Die Kosten des Berufungsverfahrens hat die Klägerin zu tragen.

Das genannte Urteil sowie dieser Beschluss sind ohne Sicherheitsleistung vorläufig vollstreckbar.

Streitwert des Berufungsverfahrens: 11.679,48 EUR bis zum 14. September 2022, danach 4.978,23 EUR (wobei der Wert des Feststellungsantrags jeweils mit 1.000 EUR angesetzt worden ist).

 

Gründe

Die zulässige Berufung war offensichtlich erfolglos.
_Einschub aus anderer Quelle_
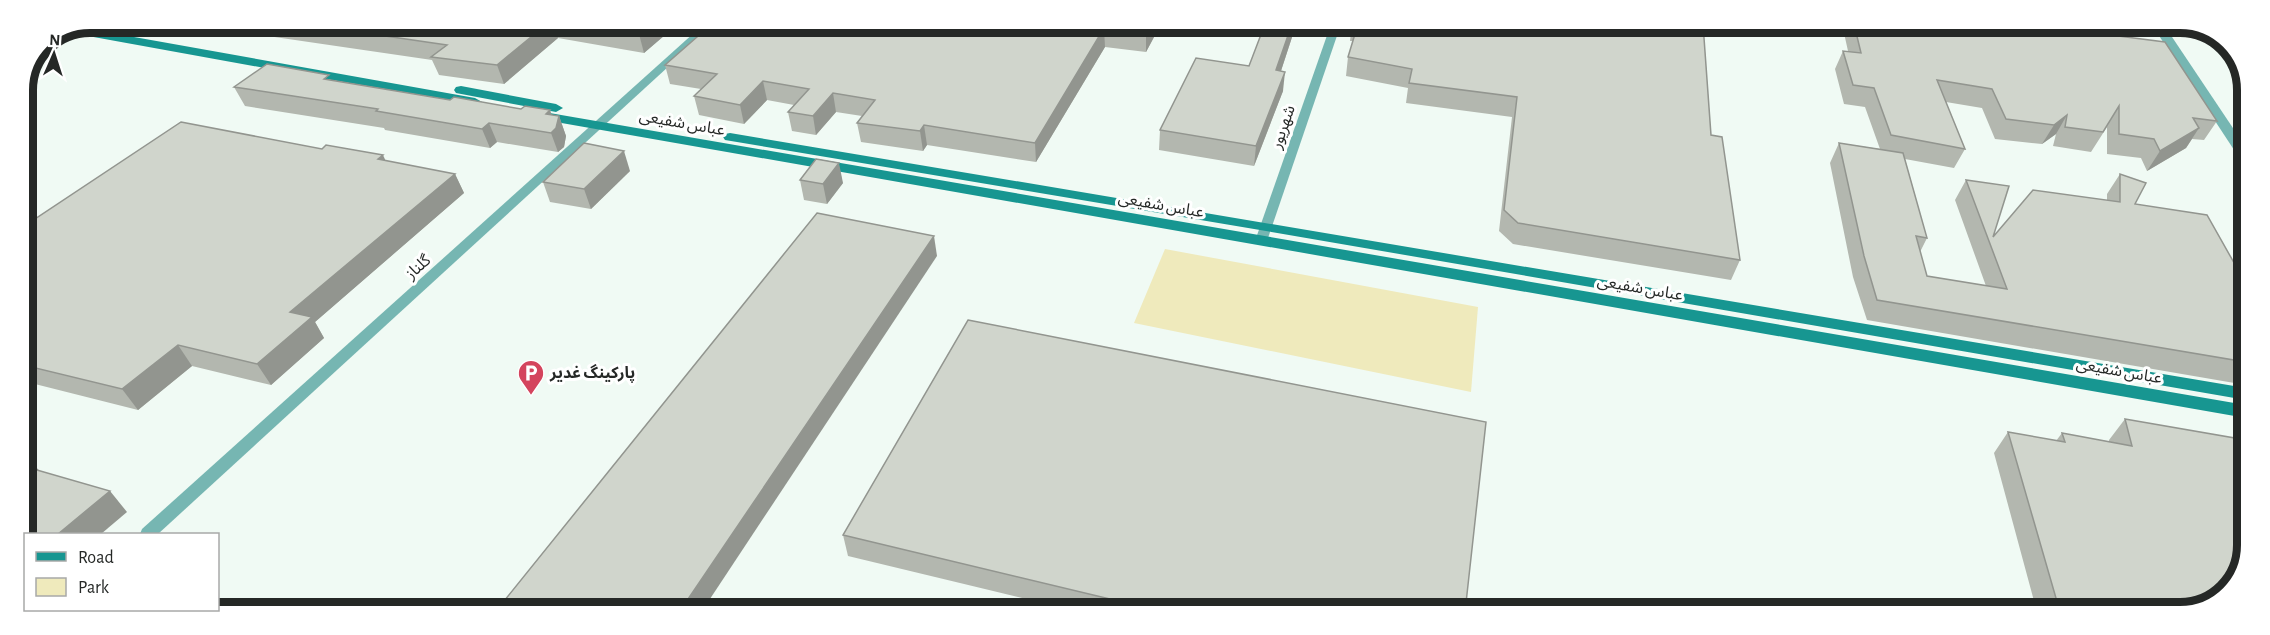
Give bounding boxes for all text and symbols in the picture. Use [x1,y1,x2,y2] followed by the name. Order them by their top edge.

I. Zur Begründung nimmt der Senat auf die Darstellung des Sach- und Streitstandes einschließlich der Feststellungen (§ 522 Abs. 2 Satz 4 ZPO) im angefochtenen Urteil (Bl. 214 ff. d.A.), in der Berufungsbegründung (Bl. 256 ff. d.A.) samt den dort angekündigten Anträgen sowie den Hinweisbeschluss des Senats vom 19. September 2022 Bezug. Der Senat hat in diesem Beschluss u.a. ausgeführt:

Der Senat ist nach § 529 Abs. 1 Nr. 1 ZPO grundsätzlich an die Tatsachenfeststellungen des ersten Rechtszuges gebunden. Diese Bindung entfällt, wenn konkrete Anhaltspunkte Zweifel an der Richtigkeit oder Vollständigkeit entscheidungserheblicher Feststellungen begründen und deshalb eine erneute Feststellung gebieten (§ 529 Abs. 1 Nr. 1 Hs. 2 ZPO). Konkrete Anhaltspunkte in diesem Sinn sind alle objektivierbaren rechtlichen oder tatsächlichen Einwände gegen die erstinstanzlichen Feststellungen. Derartige konkrete Anhaltspunkte können sich unter anderem aus dem Vortrag der Parteien, vorbehaltlich der Anwendung von Präklusionsvorschriften auch aus dem Vortrag der Parteien in der Berufungsinstanz ergeben. Zweifel im Sinne von § 529 Abs. 1 Nr. 1 ZPO liegen schon dann vor, wenn aus der für das Berufungsgericht gebotenen Sicht eine gewisse - nicht notwendig überwiegende - Wahrscheinlichkeit dafür besteht, dass im Fall der Beweiserhebung die erstinstanzliche Feststellung keinen Bestand haben wird, sich also deren Unrichtigkeit herausstellt. Bei der Berufungsinstanz handelt es sich um eine zweite - wenn auch im Rahmen des prozessualen Berufungsrechts eingeschränkte - Tatsacheninstanz, deren Aufgabe in der Gewinnung einer fehlerfreien und überzeugenden und damit richtigen Entscheidung des Einzelfalls besteht. Daher hat das Berufungsgericht die erstinstanzliche Überzeugungsbildung nicht nur auf Rechtsfehler zu überprüfen (zum Vorstehenden s. BGH, Beschluss vom 4. September 2019 - VII ZR 69/17, Rn. 11 mwN).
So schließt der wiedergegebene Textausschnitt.